Start of Information
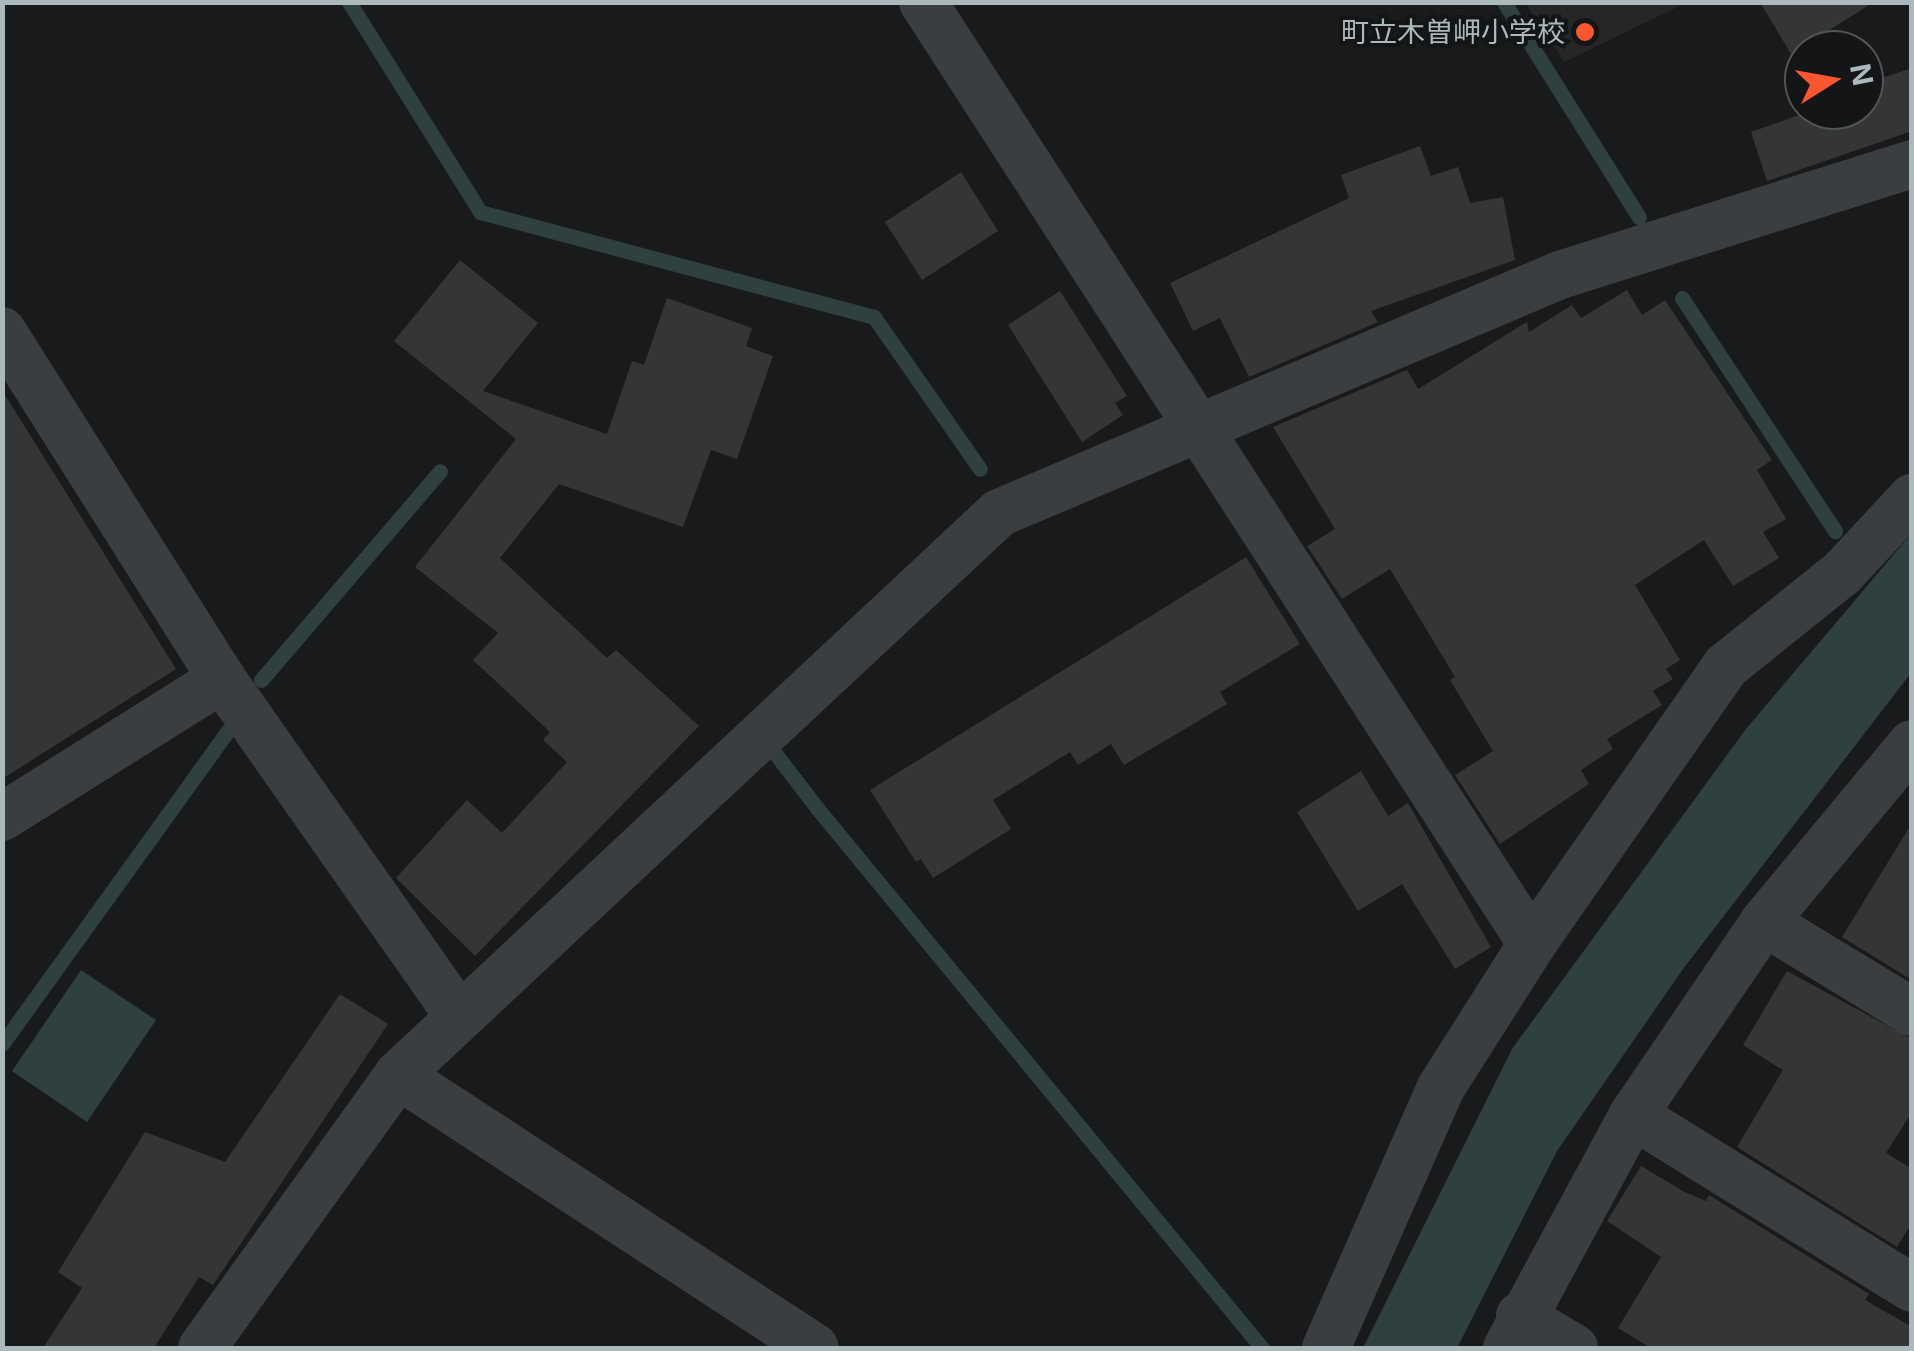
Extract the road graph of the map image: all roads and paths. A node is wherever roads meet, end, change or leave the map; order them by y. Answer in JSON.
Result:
{"nodes":[{"id":1,"x":923,"y":2,"type":"edge"},
{"id":2,"x":1912,"y":164,"type":"edge"},
{"id":3,"x":2,"y":331,"type":"edge"},
{"id":4,"x":1196,"y":429,"type":"junction"},
{"id":5,"x":1912,"y":498,"type":"edge"},
{"id":6,"x":222,"y":679,"type":"junction"},
{"id":7,"x":1912,"y":744,"type":"edge"},
{"id":8,"x":2,"y":817,"type":"edge"},
{"id":9,"x":1764,"y":922,"type":"junction"},
{"id":10,"x":1532,"y":944,"type":"junction"},
{"id":11,"x":1912,"y":1012,"type":"edge"},
{"id":12,"x":457,"y":1013,"type":"junction"},
{"id":13,"x":398,"y":1075,"type":"junction"},
{"id":14,"x":1634,"y":1115,"type":"junction"},
{"id":15,"x":1912,"y":1288,"type":"edge"},
{"id":16,"x":1514,"y":1332,"type":"edge"},
{"id":17,"x":202,"y":1348,"type":"edge"},
{"id":18,"x":816,"y":1348,"type":"edge"},
{"id":19,"x":1326,"y":1348,"type":"edge"},
{"id":20,"x":1574,"y":1348,"type":"edge"}],
"edges":[{"from":1,"to":4,"type":"street"},
{"from":2,"to":4,"type":"street"},
{"from":3,"to":6,"type":"street"},
{"from":4,"to":10,"type":"street"},
{"from":4,"to":12,"type":"street"},
{"from":5,"to":10,"type":"street"},
{"from":6,"to":8,"type":"street"},
{"from":6,"to":12,"type":"street"},
{"from":7,"to":9,"type":"street"},
{"from":9,"to":11,"type":"street"},
{"from":9,"to":14,"type":"street"},
{"from":10,"to":19,"type":"street"},
{"from":12,"to":13,"type":"street"},
{"from":13,"to":17,"type":"street"},
{"from":13,"to":18,"type":"street"},
{"from":14,"to":15,"type":"street"},
{"from":14,"to":16,"type":"street"},
{"from":16,"to":20,"type":"street"}]}
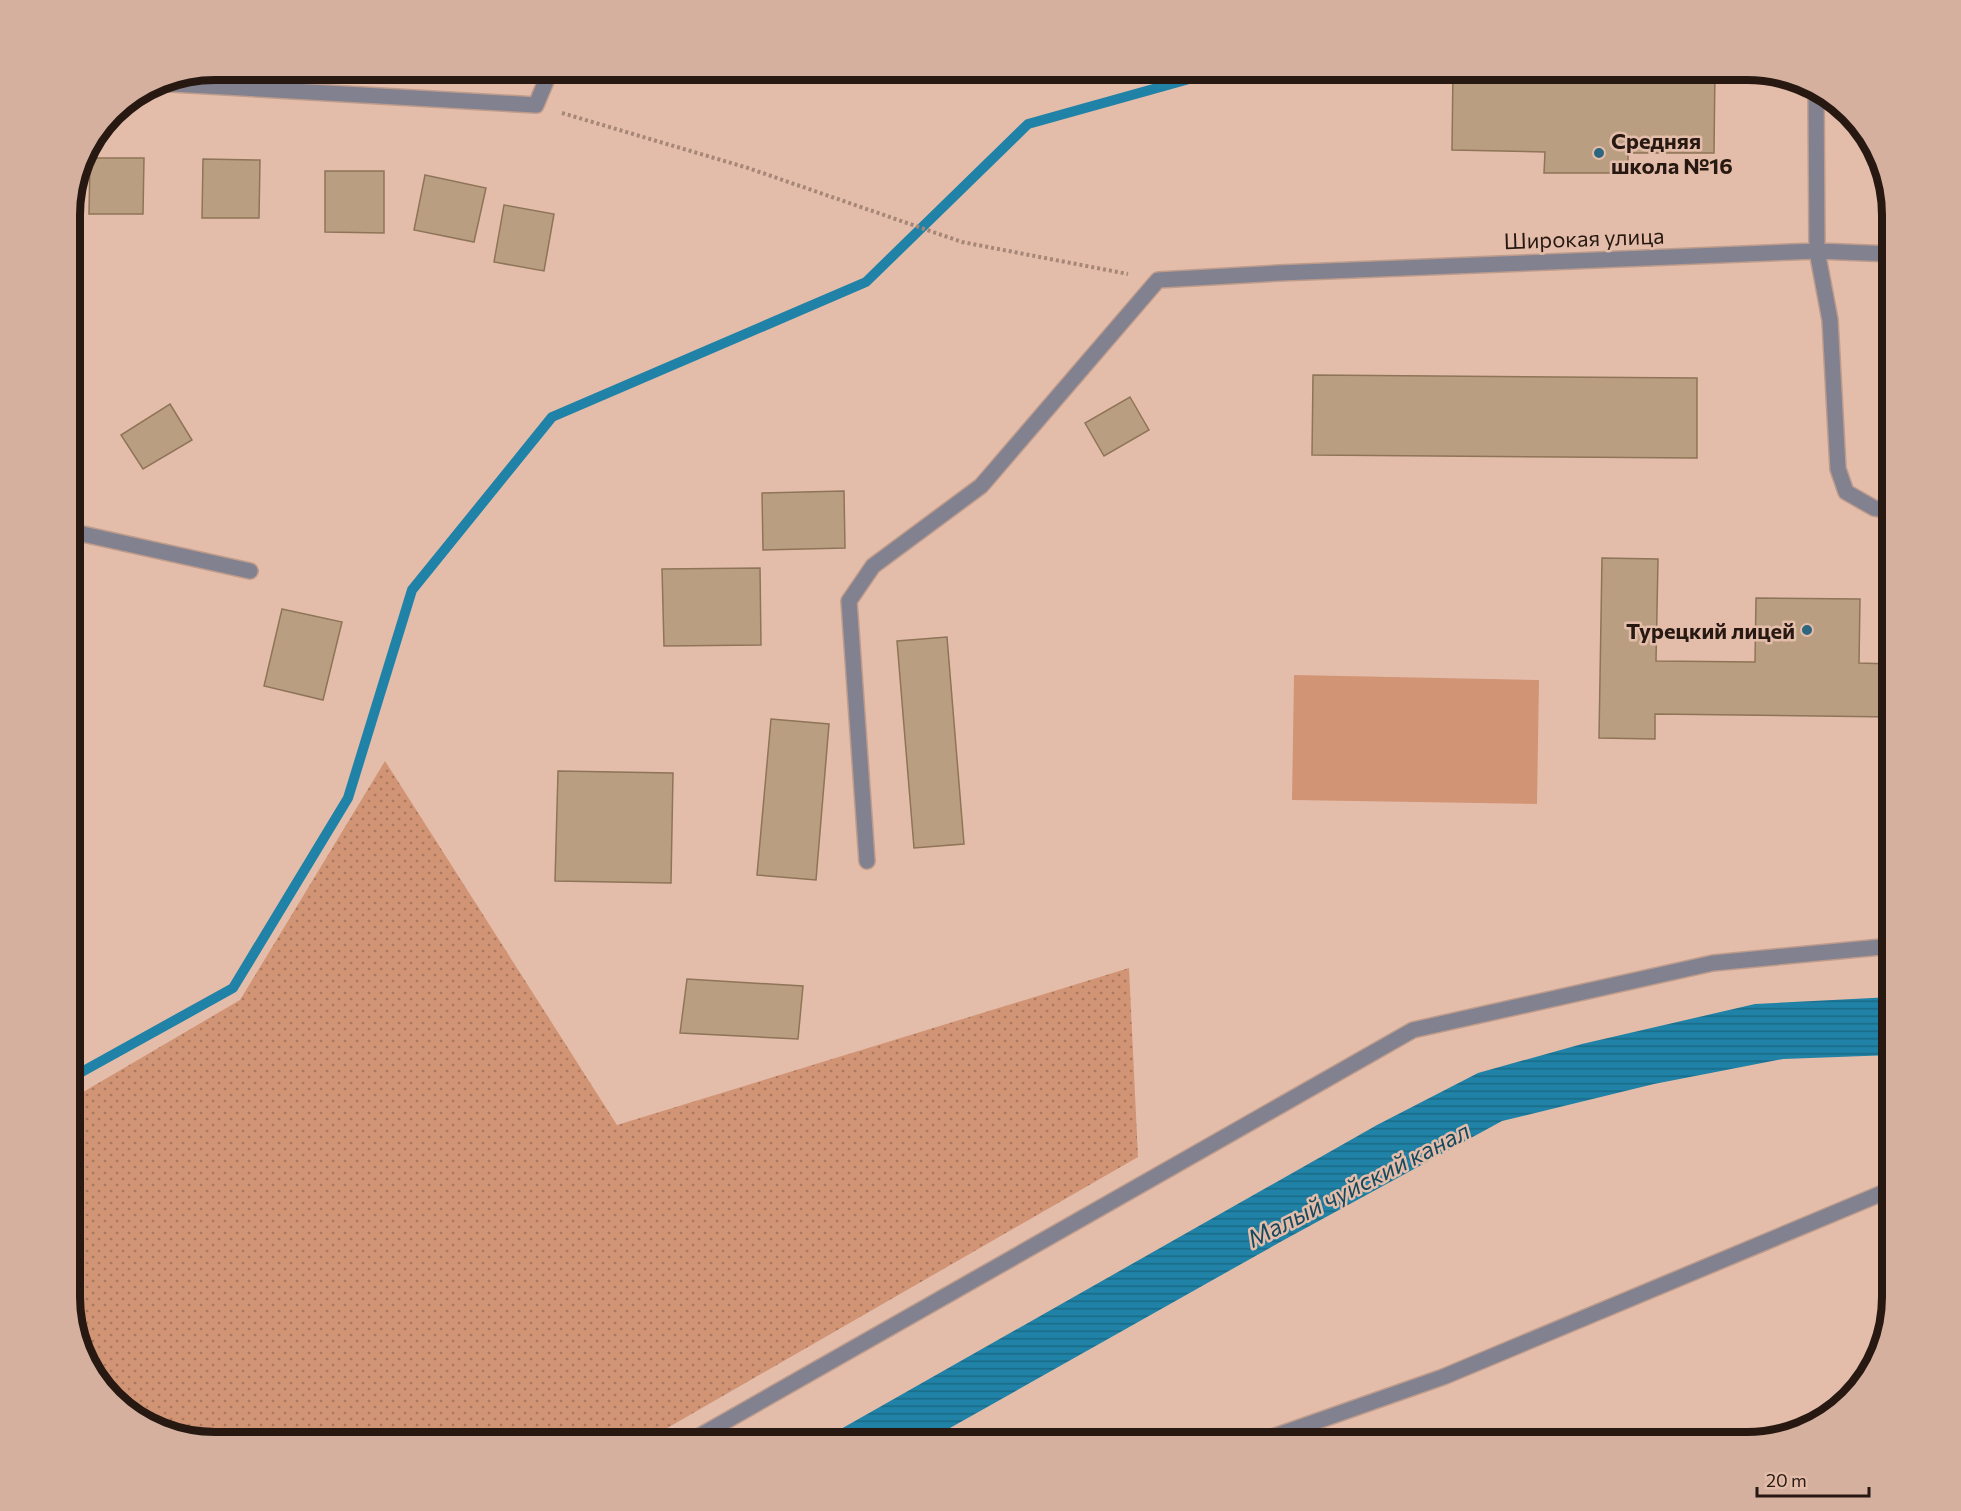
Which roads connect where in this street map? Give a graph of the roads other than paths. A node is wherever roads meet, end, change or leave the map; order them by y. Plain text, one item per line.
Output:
1 (547, 80) edge
2 (180, 84) edge
3 (1816, 99) edge
4 (1817, 251) junction
5 (1882, 254) edge
6 (1882, 509) edge
7 (80, 533) edge
8 (250, 571) dead end
9 (867, 861) dead end
10 (1882, 947) edge
11 (1882, 1193) edge
12 (707, 1432) edge
13 (1286, 1432) edge

1 - 2 street
3 - 4 street
4 - 5 street, Широкая улица
4 - 6 street
4 - 9 street, Широкая улица
7 - 8 street
10 - 12 street
11 - 13 street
End of Information
:: Problem details ::
Take every line above where "graph" appears and copy it.

:: Written answer ::
Extract the road graph of the map image: all roads and paths. A node is wherever roads meet, end, change or leave the map; order them by y. Answer in JSON.
Which roads connect where in this street map? Give a graph of the roads other than paths. A node is wherever roads meet, end, change or leave the map; order them by y. Plain text, one item per line.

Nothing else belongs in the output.